### TASK REQUIREMENTS
For each line below that includes the word "leaves", make a copy.

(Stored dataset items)
[Start of section]

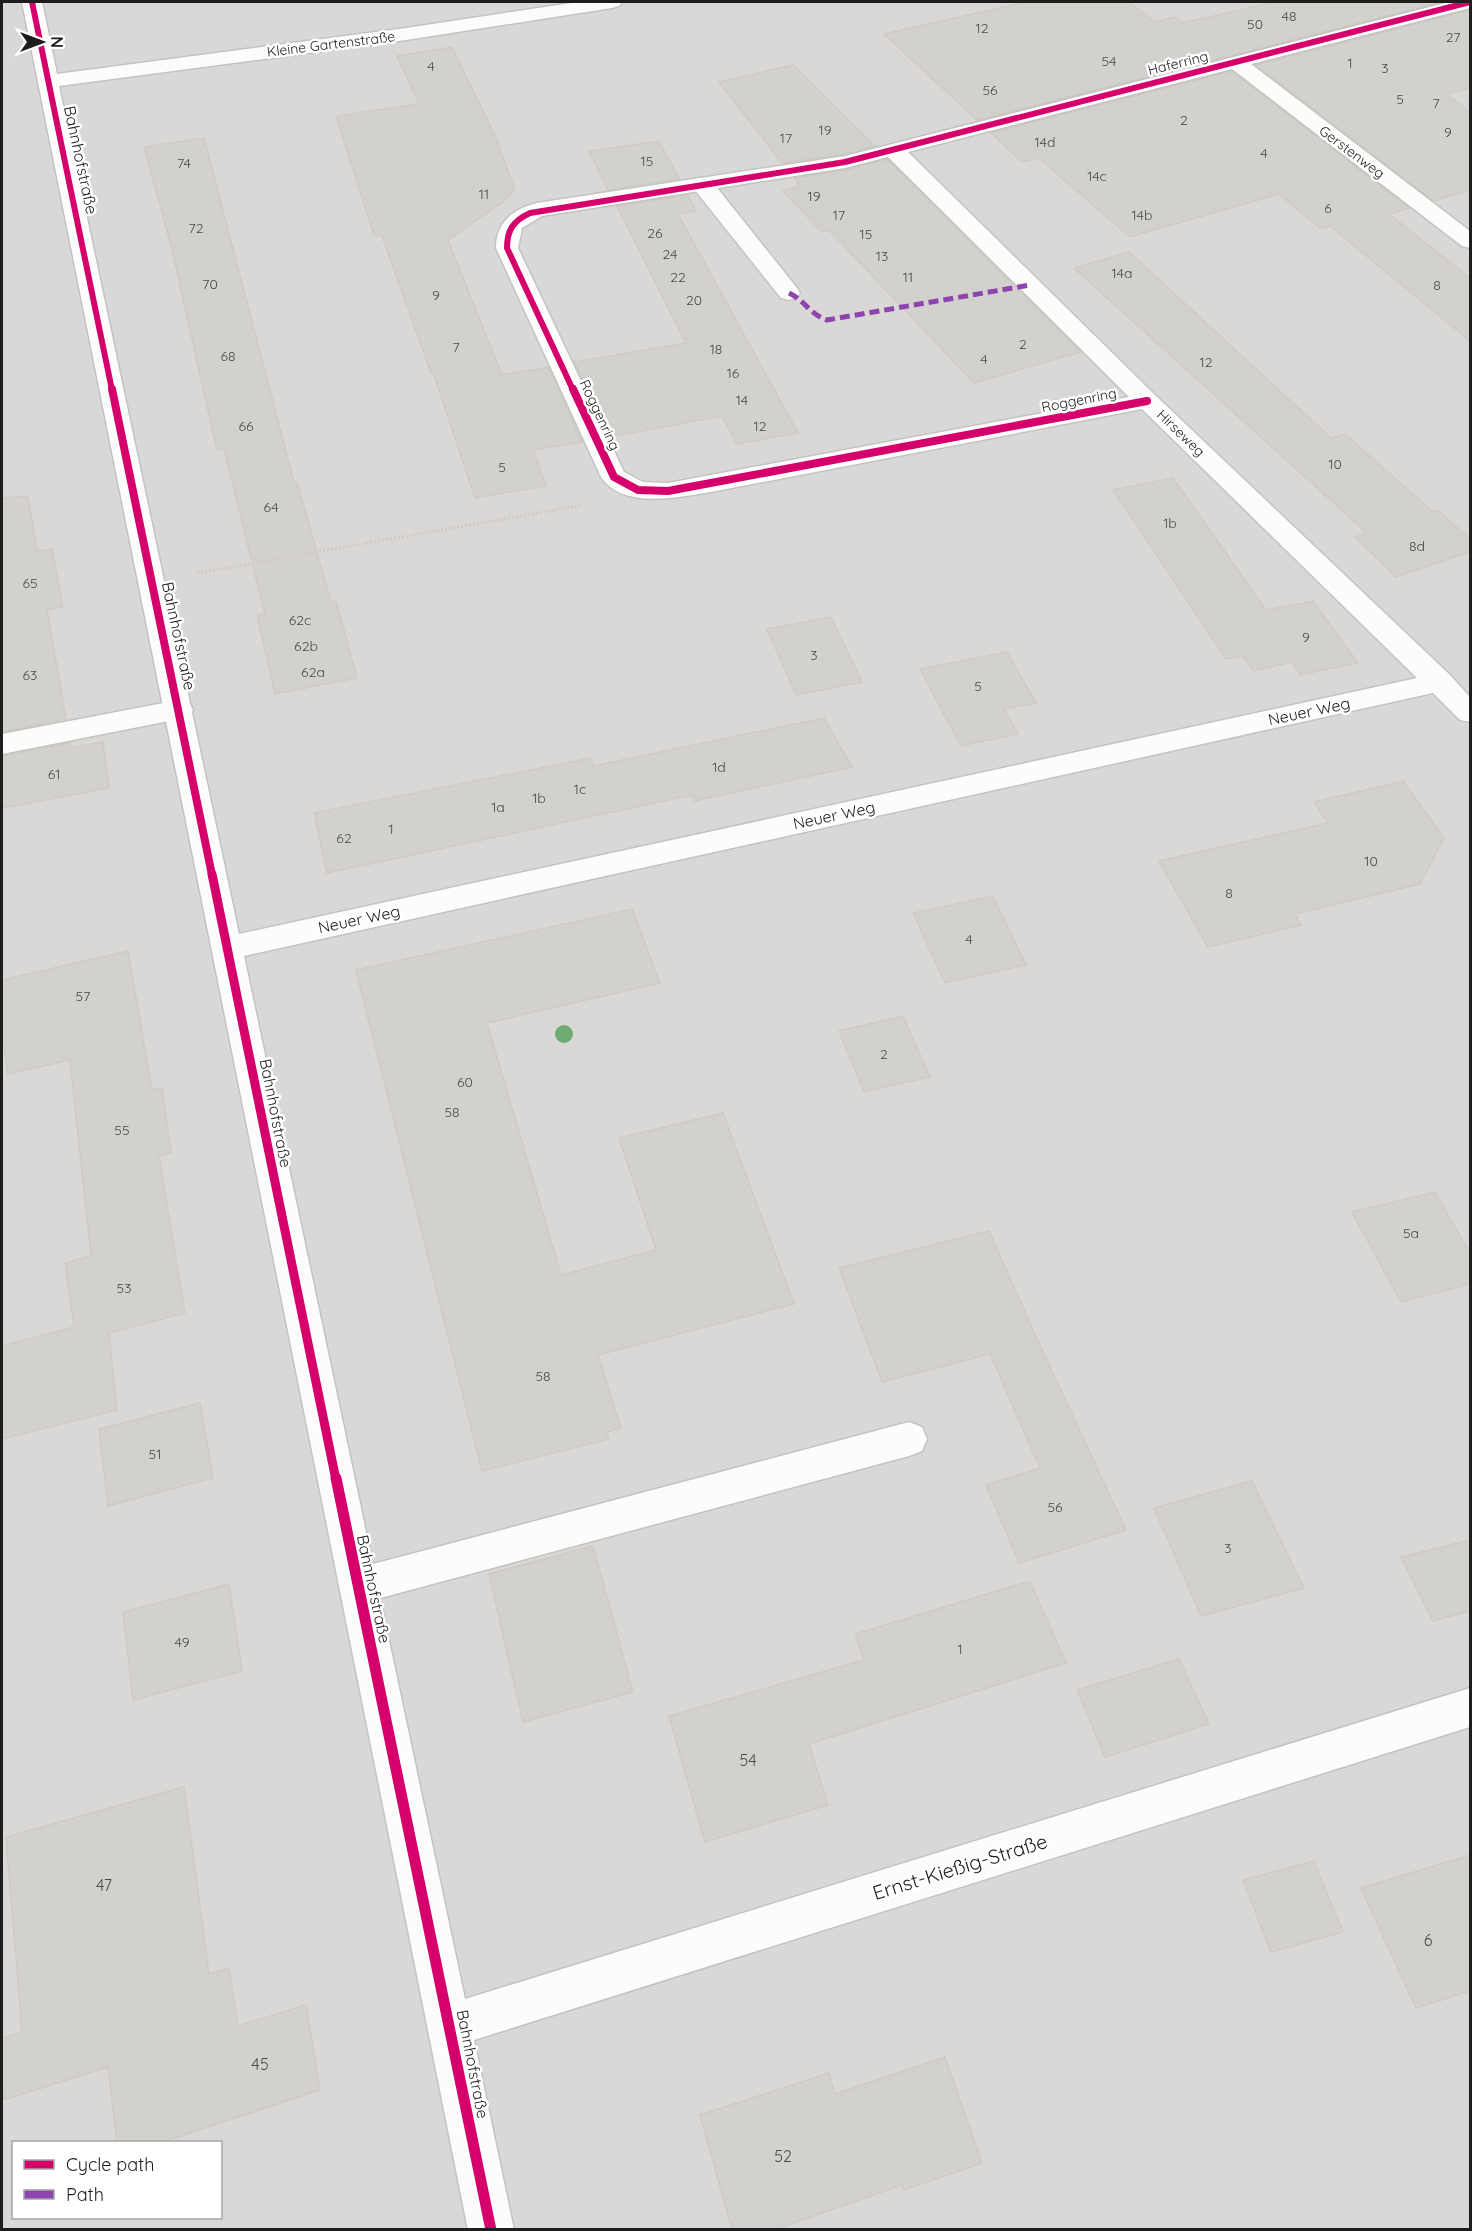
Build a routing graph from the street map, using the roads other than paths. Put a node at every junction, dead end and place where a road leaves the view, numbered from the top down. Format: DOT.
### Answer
graph roads {
  1 [pos="32,2"];
  2 [pos="612,2"];
  3 [pos="1470,2"];
  4 [pos="1235,62"];
  5 [pos="49,81"];
  6 [pos="894,151"];
  7 [pos="702,184"];
  8 [pos="1470,241"];
  9 [pos="789,293"];
  10 [pos="1147,401"];
  11 [pos="1440,682"];
  12 [pos="178,710"];
  13 [pos="1470,712"];
  14 [pos="2,744"];
  15 [pos="228,948"];
  16 [pos="909,1439"];
  17 [pos="358,1586"];
  18 [pos="1470,1707"];
  19 [pos="450,2026"];
  20 [pos="491,2229"];
  1 -- 5 [label="street, Bahnhofstraße"];
  2 -- 5 [label="street, Kleine Gartenstraße"];
  3 -- 4 [label="street, Haferring"];
  4 -- 6 [label="street, Haferring"];
  4 -- 8 [label="street, Gerstenweg"];
  5 -- 12 [label="street, Bahnhofstraße"];
  6 -- 7 [label="street, Roggenring"];
  6 -- 10 [label="street, Hirseweg"];
  7 -- 9 [label="street"];
  7 -- 10 [label="street, Roggenring"];
  10 -- 11 [label="street, Hirseweg"];
  11 -- 13 [label="street, Hirseweg"];
  11 -- 15 [label="street, Neuer Weg"];
  12 -- 14 [label="street"];
  12 -- 15 [label="street, Bahnhofstraße"];
  15 -- 17 [label="street, Bahnhofstraße"];
  16 -- 17 [label="street"];
  17 -- 19 [label="street, Bahnhofstraße"];
  18 -- 19 [label="street, Ernst-Kießig-Straße"];
  19 -- 20 [label="street, Bahnhofstraße"];
}
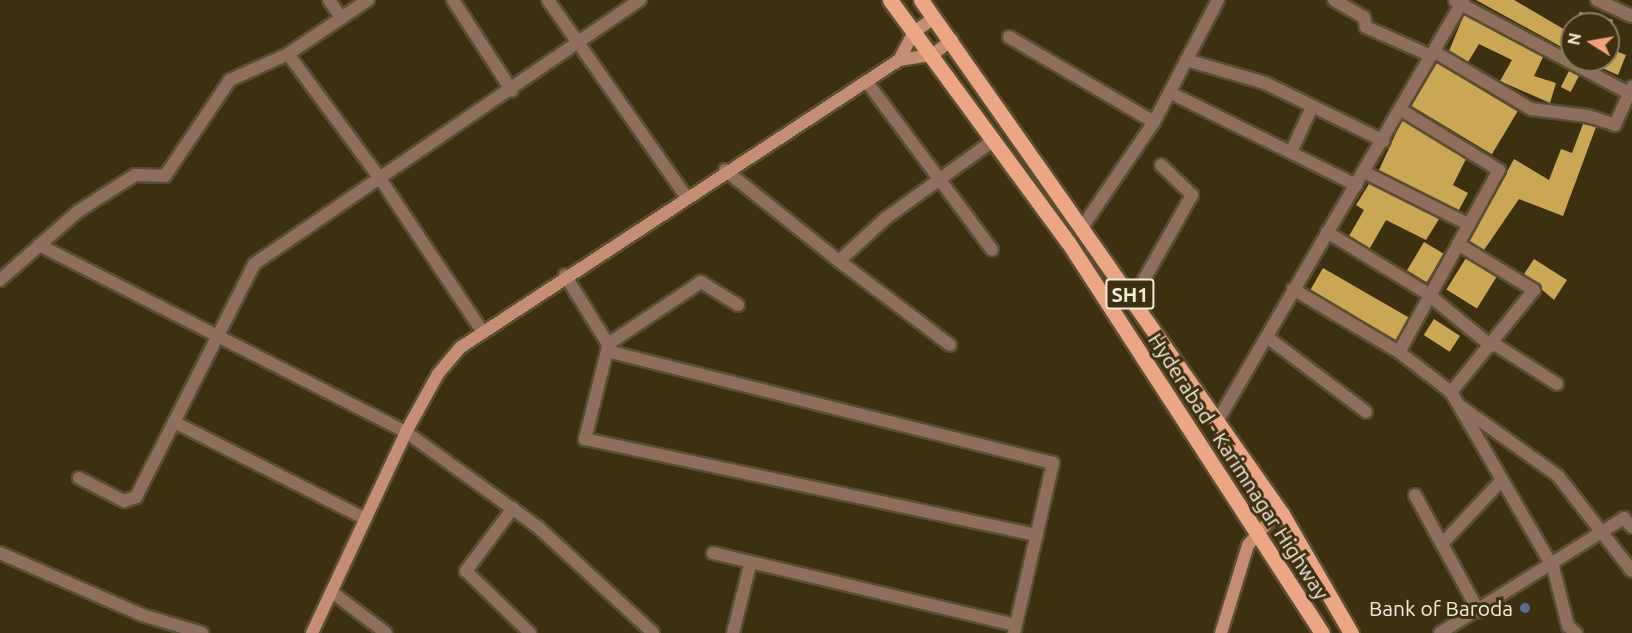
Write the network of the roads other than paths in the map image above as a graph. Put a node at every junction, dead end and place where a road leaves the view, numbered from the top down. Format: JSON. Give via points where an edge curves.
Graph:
{"nodes":[{"id":1,"x":329,"y":0,"type":"edge"},
{"id":2,"x":368,"y":0,"type":"edge"},
{"id":3,"x":453,"y":0,"type":"edge"},
{"id":4,"x":549,"y":0,"type":"edge"},
{"id":5,"x":640,"y":0,"type":"edge"},
{"id":6,"x":921,"y":0,"type":"edge"},
{"id":7,"x":1218,"y":0,"type":"edge"},
{"id":8,"x":1334,"y":0,"type":"edge"},
{"id":9,"x":1597,"y":0,"type":"edge"},
{"id":10,"x":893,"y":1,"type":"edge"},
{"id":11,"x":1460,"y":1,"type":"edge"},
{"id":12,"x":1632,"y":16,"type":"edge"},
{"id":13,"x":341,"y":18,"type":"junction"},
{"id":14,"x":934,"y":18,"type":"junction"},
{"id":15,"x":914,"y":32,"type":"junction"},
{"id":16,"x":1009,"y":37,"type":"dead end"},
{"id":17,"x":952,"y":40,"type":"junction"},
{"id":18,"x":581,"y":41,"type":"junction"},
{"id":19,"x":288,"y":54,"type":"junction"},
{"id":20,"x":1433,"y":54,"type":"junction"},
{"id":21,"x":932,"y":55,"type":"junction"},
{"id":22,"x":899,"y":60,"type":"junction"},
{"id":23,"x":1186,"y":60,"type":"junction"},
{"id":24,"x":867,"y":82,"type":"junction"},
{"id":25,"x":1631,"y":90,"type":"edge"},
{"id":26,"x":512,"y":91,"type":"junction"},
{"id":27,"x":1171,"y":93,"type":"junction"},
{"id":28,"x":1312,"y":106,"type":"junction"},
{"id":29,"x":1401,"y":110,"type":"junction"},
{"id":30,"x":1154,"y":122,"type":"junction"},
{"id":31,"x":994,"y":140,"type":"junction"},
{"id":32,"x":1384,"y":141,"type":"junction"},
{"id":33,"x":1291,"y":152,"type":"junction"},
{"id":34,"x":1161,"y":165,"type":"dead end"},
{"id":35,"x":724,"y":170,"type":"junction"},
{"id":36,"x":1366,"y":173,"type":"junction"},
{"id":37,"x":380,"y":177,"type":"junction"},
{"id":38,"x":938,"y":181,"type":"junction"},
{"id":39,"x":1356,"y":185,"type":"junction"},
{"id":40,"x":687,"y":198,"type":"junction"},
{"id":41,"x":1468,"y":224,"type":"junction"},
{"id":42,"x":1083,"y":226,"type":"junction"},
{"id":43,"x":1327,"y":232,"type":"junction"},
{"id":44,"x":1458,"y":244,"type":"junction"},
{"id":45,"x":39,"y":245,"type":"junction"},
{"id":46,"x":992,"y":250,"type":"dead end"},
{"id":47,"x":839,"y":261,"type":"junction"},
{"id":48,"x":565,"y":275,"type":"junction"},
{"id":49,"x":0,"y":280,"type":"edge"},
{"id":50,"x":1293,"y":289,"type":"junction"},
{"id":51,"x":1428,"y":294,"type":"junction"},
{"id":52,"x":1133,"y":299,"type":"junction"},
{"id":53,"x":738,"y":305,"type":"dead end"},
{"id":54,"x":482,"y":331,"type":"junction"},
{"id":55,"x":218,"y":336,"type":"junction"},
{"id":56,"x":1267,"y":337,"type":"junction"},
{"id":57,"x":950,"y":345,"type":"dead end"},
{"id":58,"x":1492,"y":345,"type":"junction"},
{"id":59,"x":608,"y":347,"type":"junction"},
{"id":60,"x":1399,"y":352,"type":"junction"},
{"id":61,"x":1557,"y":384,"type":"dead end"},
{"id":62,"x":1451,"y":392,"type":"junction"},
{"id":63,"x":1458,"y":404,"type":"junction"},
{"id":64,"x":1366,"y":412,"type":"dead end"},
{"id":65,"x":1218,"y":420,"type":"junction"},
{"id":66,"x":174,"y":422,"type":"junction"},
{"id":67,"x":406,"y":432,"type":"junction"},
{"id":68,"x":79,"y":478,"type":"dead end"},
{"id":69,"x":1500,"y":482,"type":"junction"},
{"id":70,"x":1414,"y":495,"type":"dead end"},
{"id":71,"x":513,"y":508,"type":"junction"},
{"id":72,"x":1279,"y":510,"type":"junction"},
{"id":73,"x":364,"y":518,"type":"junction"},
{"id":74,"x":1632,"y":526,"type":"edge"},
{"id":75,"x":1258,"y":529,"type":"junction"},
{"id":76,"x":1037,"y":536,"type":"junction"},
{"id":77,"x":1601,"y":537,"type":"junction"},
{"id":78,"x":1442,"y":544,"type":"junction"},
{"id":79,"x":0,"y":553,"type":"edge"},
{"id":80,"x":712,"y":554,"type":"dead end"},
{"id":81,"x":750,"y":565,"type":"junction"},
{"id":82,"x":1553,"y":567,"type":"junction"},
{"id":83,"x":1632,"y":571,"type":"edge"},
{"id":84,"x":333,"y":593,"type":"junction"},
{"id":85,"x":1479,"y":612,"type":"junction"},
{"id":86,"x":1015,"y":629,"type":"edge"},
{"id":87,"x":1225,"y":629,"type":"edge"},
{"id":88,"x":202,"y":633,"type":"edge"},
{"id":89,"x":312,"y":633,"type":"edge"},
{"id":90,"x":386,"y":633,"type":"edge"},
{"id":91,"x":530,"y":633,"type":"edge"},
{"id":92,"x":653,"y":633,"type":"edge"},
{"id":93,"x":733,"y":633,"type":"edge"},
{"id":94,"x":1322,"y":633,"type":"edge"},
{"id":95,"x":1351,"y":633,"type":"edge"},
{"id":96,"x":1440,"y":633,"type":"edge"},
{"id":97,"x":1576,"y":633,"type":"edge"}],
"edges":[{"from":1,"to":13,"type":"street"},
{"from":2,"to":13,"type":"street"},
{"from":3,"to":26,"type":"street"},
{"from":4,"to":18,"type":"street"},
{"from":5,"to":18,"type":"street"},
{"from":6,"to":14,"type":"main road","name":"Hyderabad - Karimnagar Highway","number":"SH1"},
{"from":7,"to":23,"type":"street"},
{"from":8,"to":20,"type":"street","via":[[1364,18],[1366,27]]},
{"from":9,"to":12,"type":"street"},
{"from":10,"to":15,"type":"main road","name":"Hyderabad - Karimnagar Highway","number":"SH1"},
{"from":11,"to":20,"type":"street"},
{"from":11,"to":25,"type":"street"},
{"from":13,"to":19,"type":"street"},
{"from":14,"to":15,"type":"street"},
{"from":14,"to":17,"type":"main road","name":"Hyderabad - Karimnagar Highway","number":"SH1"},
{"from":15,"to":21,"type":"main road","name":"Hyderabad - Karimnagar Highway","number":"SH1"},
{"from":15,"to":22,"type":"street"},
{"from":16,"to":30,"type":"street"},
{"from":17,"to":21,"type":"street"},
{"from":17,"to":42,"type":"main road","name":"Hyderabad - Karimnagar Highway","number":"SH1"},
{"from":18,"to":26,"type":"street"},
{"from":18,"to":40,"type":"street"},
{"from":19,"to":37,"type":"street"},
{"from":19,"to":45,"type":"street","via":[[230,80],[165,176],[135,175]]},
{"from":20,"to":25,"type":"street","via":[[1531,110],[1588,116],[1615,125]]},
{"from":20,"to":29,"type":"street"},
{"from":21,"to":22,"type":"street"},
{"from":21,"to":31,"type":"main road","name":"Hyderabad - Karimnagar Highway","number":"SH1"},
{"from":22,"to":24,"type":"street"},
{"from":23,"to":27,"type":"street"},
{"from":23,"to":28,"type":"street","via":[[1265,83]]},
{"from":24,"to":35,"type":"street"},
{"from":24,"to":38,"type":"street"},
{"from":26,"to":37,"type":"street"},
{"from":27,"to":30,"type":"street"},
{"from":27,"to":33,"type":"street"},
{"from":28,"to":32,"type":"street"},
{"from":28,"to":33,"type":"street"},
{"from":29,"to":32,"type":"street"},
{"from":29,"to":41,"type":"street","via":[[1499,170]]},
{"from":30,"to":42,"type":"street"},
{"from":31,"to":38,"type":"street"},
{"from":31,"to":75,"type":"main road","name":"Hyderabad - Karimnagar Highway","number":"SH1","via":[[1068,242]]},
{"from":32,"to":36,"type":"street"},
{"from":33,"to":39,"type":"street"},
{"from":34,"to":52,"type":"street","via":[[1192,195]]},
{"from":35,"to":40,"type":"street"},
{"from":35,"to":47,"type":"street"},
{"from":36,"to":39,"type":"street"},
{"from":36,"to":41,"type":"street"},
{"from":37,"to":54,"type":"street"},
{"from":37,"to":55,"type":"street","via":[[254,264]]},
{"from":38,"to":46,"type":"street"},
{"from":38,"to":47,"type":"street"},
{"from":39,"to":43,"type":"street"},
{"from":40,"to":48,"type":"street"},
{"from":41,"to":44,"type":"street"},
{"from":42,"to":52,"type":"main road","name":"Hyderabad - Karimnagar Highway","number":"SH1"},
{"from":43,"to":50,"type":"street"},
{"from":43,"to":51,"type":"street"},
{"from":44,"to":51,"type":"street"},
{"from":44,"to":58,"type":"street","via":[[1534,290]]},
{"from":45,"to":49,"type":"street"},
{"from":45,"to":55,"type":"street"},
{"from":47,"to":57,"type":"street"},
{"from":48,"to":54,"type":"street"},
{"from":48,"to":59,"type":"street"},
{"from":50,"to":56,"type":"street"},
{"from":50,"to":60,"type":"street"},
{"from":51,"to":58,"type":"street"},
{"from":51,"to":60,"type":"street"},
{"from":52,"to":65,"type":"main road","name":"Hyderabad - Karimnagar Highway","number":"SH1"},
{"from":53,"to":59,"type":"street","via":[[700,282]]},
{"from":54,"to":67,"type":"street","via":[[438,374]]},
{"from":55,"to":66,"type":"street"},
{"from":55,"to":67,"type":"street"},
{"from":56,"to":64,"type":"street"},
{"from":56,"to":65,"type":"street"},
{"from":58,"to":61,"type":"street"},
{"from":58,"to":62,"type":"street"},
{"from":59,"to":76,"type":"street","via":[[1053,464]]},
{"from":59,"to":76,"type":"street","via":[[585,439]]},
{"from":60,"to":62,"type":"street"},
{"from":62,"to":63,"type":"street"},
{"from":63,"to":69,"type":"street"},
{"from":63,"to":77,"type":"street","via":[[1558,476]]},
{"from":65,"to":72,"type":"main road","name":"Hyderabad - Karimnagar Highway","number":"SH1"},
{"from":66,"to":68,"type":"street","via":[[136,497],[124,501]]},
{"from":66,"to":73,"type":"street"},
{"from":67,"to":71,"type":"street"},
{"from":67,"to":73,"type":"street"},
{"from":69,"to":78,"type":"street"},
{"from":69,"to":82,"type":"street"},
{"from":70,"to":78,"type":"street"},
{"from":71,"to":91,"type":"street","via":[[465,571]]},
{"from":71,"to":92,"type":"street"},
{"from":72,"to":75,"type":"street"},
{"from":72,"to":95,"type":"main road","name":"Hyderabad - Karimnagar Highway","number":"SH1"},
{"from":73,"to":84,"type":"street"},
{"from":74,"to":77,"type":"street","via":[[1624,518]]},
{"from":75,"to":87,"type":"street"},
{"from":75,"to":94,"type":"main road","name":"Hyderabad - Karimnagar Highway","number":"SH1"},
{"from":76,"to":86,"type":"street"},
{"from":77,"to":82,"type":"street"},
{"from":77,"to":83,"type":"street"},
{"from":78,"to":85,"type":"street"},
{"from":79,"to":88,"type":"street","via":[[142,615]]},
{"from":80,"to":81,"type":"street"},
{"from":81,"to":86,"type":"street"},
{"from":81,"to":93,"type":"street"},
{"from":82,"to":85,"type":"street"},
{"from":82,"to":97,"type":"street","via":[[1568,626]]},
{"from":84,"to":89,"type":"street"},
{"from":84,"to":90,"type":"street"},
{"from":85,"to":96,"type":"street"}]}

[End of section]

### WRITTEN RESPONSE
Build a routing graph from the street map, using the roads other than paths. Put a node at every junction, dead end and place where a road leaves the view, numbered from the top down. Format: DOT.
Write the network of the roads other than paths in the map image above as a graph. Put a node at every junction, dead end and place where a road leaves the view, numbered from the top down. Format: JSON. Give via points where an edge curves.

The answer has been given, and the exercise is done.